The European animal feed organisation FeFac presented its new guidelines for the purchase of responsible soy.
An important change from the previous version of the guidelines is the possibility to compare soy programmes on conversion-free soy. This means that the soy has not been grown on converted natural ecosystems such as forests, swamps and savannahs after a specific date. Companies that purchase or use soy and value conversion-free soy can now more easily see which soy programmes pay attention to this.
In the previous version of the Fefac Soy Sourcing Guidelines, attention was only paid to illegal deforestation. Legal deforestation is deforestation permitted under the law of a country. “Fefac recognises that current societal expectations in Europe ask for ‘conversion-free soy’, going beyond the principle of legality, as the future political and market standard.”
The Fefac guidelines consist of 54 mandatory and 19 desired criteria in areas such as working conditions, the environment, agricultural practices and dealing with the local population. Soy schemes and programmes, of which RTRS is perhaps the best known, can be compared to these criteria. Every soy programme that meets the criteria must meet all mandatory and at least 8 of the 19 desired criteria in order to pass the benchmark and thus meet the Fefac guidelines. 19 sustainable soy purchase schedules met the 2015 guidelines.

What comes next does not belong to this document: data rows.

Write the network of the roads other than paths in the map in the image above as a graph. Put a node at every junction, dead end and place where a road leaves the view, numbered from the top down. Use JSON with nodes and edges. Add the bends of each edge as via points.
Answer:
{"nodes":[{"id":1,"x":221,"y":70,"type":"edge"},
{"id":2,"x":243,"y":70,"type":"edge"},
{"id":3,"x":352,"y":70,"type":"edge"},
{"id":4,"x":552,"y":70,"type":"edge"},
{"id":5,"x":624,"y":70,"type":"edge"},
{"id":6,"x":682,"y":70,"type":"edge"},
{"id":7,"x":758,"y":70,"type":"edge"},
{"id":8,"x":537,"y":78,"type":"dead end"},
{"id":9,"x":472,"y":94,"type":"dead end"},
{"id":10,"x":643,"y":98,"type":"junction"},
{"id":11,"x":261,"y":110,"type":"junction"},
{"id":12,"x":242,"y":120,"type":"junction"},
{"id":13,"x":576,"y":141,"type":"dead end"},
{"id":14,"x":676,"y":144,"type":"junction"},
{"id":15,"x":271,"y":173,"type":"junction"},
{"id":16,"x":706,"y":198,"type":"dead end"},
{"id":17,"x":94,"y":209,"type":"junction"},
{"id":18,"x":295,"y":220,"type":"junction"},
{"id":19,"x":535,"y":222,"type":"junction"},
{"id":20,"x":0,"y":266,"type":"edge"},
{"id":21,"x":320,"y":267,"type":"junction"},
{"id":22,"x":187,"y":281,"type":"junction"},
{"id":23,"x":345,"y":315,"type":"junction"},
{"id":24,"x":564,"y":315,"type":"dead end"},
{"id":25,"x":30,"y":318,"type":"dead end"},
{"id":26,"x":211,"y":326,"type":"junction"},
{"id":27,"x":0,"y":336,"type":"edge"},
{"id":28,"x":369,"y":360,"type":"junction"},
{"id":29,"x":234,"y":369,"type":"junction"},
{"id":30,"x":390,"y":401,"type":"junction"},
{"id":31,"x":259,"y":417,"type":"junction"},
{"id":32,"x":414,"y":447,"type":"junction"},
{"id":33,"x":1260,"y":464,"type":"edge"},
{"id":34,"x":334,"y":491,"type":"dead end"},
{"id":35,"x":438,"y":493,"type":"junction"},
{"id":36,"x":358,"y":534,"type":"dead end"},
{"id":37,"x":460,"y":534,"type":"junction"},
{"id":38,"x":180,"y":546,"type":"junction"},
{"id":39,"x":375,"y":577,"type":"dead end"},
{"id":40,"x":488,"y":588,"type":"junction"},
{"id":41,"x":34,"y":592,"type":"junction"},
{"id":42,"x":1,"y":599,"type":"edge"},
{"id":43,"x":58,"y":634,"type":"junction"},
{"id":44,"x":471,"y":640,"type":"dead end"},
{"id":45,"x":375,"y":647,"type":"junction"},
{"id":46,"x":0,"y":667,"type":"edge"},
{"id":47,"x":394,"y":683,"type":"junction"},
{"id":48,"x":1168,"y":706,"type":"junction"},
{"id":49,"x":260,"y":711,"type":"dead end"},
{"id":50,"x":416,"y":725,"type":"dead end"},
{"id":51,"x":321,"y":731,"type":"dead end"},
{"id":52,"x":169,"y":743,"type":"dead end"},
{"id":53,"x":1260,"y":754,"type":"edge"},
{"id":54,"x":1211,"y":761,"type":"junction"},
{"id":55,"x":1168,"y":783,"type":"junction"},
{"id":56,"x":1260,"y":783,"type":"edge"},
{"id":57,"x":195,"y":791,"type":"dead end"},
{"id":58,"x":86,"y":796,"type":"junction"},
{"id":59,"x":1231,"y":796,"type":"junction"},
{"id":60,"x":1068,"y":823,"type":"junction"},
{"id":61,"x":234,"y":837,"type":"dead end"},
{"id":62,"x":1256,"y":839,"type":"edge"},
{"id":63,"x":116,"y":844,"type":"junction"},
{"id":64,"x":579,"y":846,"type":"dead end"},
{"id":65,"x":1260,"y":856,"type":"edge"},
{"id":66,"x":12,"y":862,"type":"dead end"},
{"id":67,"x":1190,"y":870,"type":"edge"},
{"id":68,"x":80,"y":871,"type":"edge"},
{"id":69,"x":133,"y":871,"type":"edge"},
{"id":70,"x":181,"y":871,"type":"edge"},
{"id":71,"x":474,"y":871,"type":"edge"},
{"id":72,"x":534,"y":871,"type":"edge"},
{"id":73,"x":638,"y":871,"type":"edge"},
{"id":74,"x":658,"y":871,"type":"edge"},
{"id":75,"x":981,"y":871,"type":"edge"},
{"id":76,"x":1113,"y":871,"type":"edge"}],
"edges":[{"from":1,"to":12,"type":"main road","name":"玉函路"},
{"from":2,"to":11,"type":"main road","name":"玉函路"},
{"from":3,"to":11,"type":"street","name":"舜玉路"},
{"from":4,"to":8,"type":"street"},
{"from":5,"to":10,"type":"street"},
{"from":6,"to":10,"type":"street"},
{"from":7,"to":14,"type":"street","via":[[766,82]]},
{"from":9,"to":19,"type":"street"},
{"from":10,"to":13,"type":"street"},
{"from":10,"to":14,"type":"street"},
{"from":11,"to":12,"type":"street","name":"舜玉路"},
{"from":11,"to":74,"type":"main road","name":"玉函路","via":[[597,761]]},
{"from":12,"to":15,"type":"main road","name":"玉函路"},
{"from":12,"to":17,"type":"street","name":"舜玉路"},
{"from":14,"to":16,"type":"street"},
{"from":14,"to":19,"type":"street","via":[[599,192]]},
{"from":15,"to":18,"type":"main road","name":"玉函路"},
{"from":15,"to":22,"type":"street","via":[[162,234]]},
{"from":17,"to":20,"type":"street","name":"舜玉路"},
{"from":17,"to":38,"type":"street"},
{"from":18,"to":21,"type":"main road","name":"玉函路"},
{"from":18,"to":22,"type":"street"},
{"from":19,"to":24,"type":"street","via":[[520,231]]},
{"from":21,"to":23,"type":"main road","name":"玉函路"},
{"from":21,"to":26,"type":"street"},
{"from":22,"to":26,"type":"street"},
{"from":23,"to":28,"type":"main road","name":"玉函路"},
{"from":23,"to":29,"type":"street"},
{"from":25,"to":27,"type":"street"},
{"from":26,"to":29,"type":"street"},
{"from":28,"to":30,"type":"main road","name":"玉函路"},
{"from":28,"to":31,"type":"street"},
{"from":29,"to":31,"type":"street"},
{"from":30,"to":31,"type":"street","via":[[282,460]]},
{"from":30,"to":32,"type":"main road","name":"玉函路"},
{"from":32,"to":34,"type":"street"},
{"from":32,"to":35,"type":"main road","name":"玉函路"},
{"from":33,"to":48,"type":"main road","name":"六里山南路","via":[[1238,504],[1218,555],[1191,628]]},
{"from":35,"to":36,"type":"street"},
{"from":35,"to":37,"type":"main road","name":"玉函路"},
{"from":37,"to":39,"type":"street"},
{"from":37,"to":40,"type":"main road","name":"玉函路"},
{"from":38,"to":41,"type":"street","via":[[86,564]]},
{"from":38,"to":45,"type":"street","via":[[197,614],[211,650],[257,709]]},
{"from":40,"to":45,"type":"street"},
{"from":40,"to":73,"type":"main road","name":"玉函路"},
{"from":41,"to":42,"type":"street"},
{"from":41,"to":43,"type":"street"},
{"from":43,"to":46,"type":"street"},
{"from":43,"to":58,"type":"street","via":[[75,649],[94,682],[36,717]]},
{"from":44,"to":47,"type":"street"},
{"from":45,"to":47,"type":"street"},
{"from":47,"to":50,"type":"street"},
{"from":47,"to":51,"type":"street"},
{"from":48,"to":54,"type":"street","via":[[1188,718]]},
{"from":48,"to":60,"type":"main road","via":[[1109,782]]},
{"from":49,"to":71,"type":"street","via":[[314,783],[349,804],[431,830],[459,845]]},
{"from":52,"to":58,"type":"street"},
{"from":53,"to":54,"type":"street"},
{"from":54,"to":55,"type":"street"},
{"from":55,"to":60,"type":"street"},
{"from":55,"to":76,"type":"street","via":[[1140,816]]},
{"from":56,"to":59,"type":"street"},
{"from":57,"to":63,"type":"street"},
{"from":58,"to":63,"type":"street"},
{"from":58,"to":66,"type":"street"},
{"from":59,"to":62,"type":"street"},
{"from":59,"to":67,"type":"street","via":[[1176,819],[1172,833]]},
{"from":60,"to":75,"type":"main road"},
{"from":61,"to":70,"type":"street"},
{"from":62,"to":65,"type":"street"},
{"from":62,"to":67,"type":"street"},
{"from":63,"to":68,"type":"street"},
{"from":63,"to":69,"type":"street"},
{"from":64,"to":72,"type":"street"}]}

FeFac will display the schemes that deliver this ‘conversion-free soy’ on the their webpage via a transparency tool, making transparent the respective applicable cut-off date and chain of custody options. FeFac expects that a new round of benchmarking can start in spring 2021, initial results will be available as from may 2021.
In the new version, 16 desired criteria from the previous version have become mandatory criteria. 14 new desired criteria have been added, of which conversion-free soy is one. According to Fefac, political decisions and legislation may lead to the desired criterion of conversion-free soy becoming a mandatory criterion in the future.
Fefac estimates that about half of the soy used in the EU complies with the Fefac guidelines. “That’s already a lot, but there is still room for growth,” said Fefac chairman Asbjørn Børsting during the presentation of the new guidelines. “We hope that with the Soy Sourcing Guidelines we can restore confidence in soy.”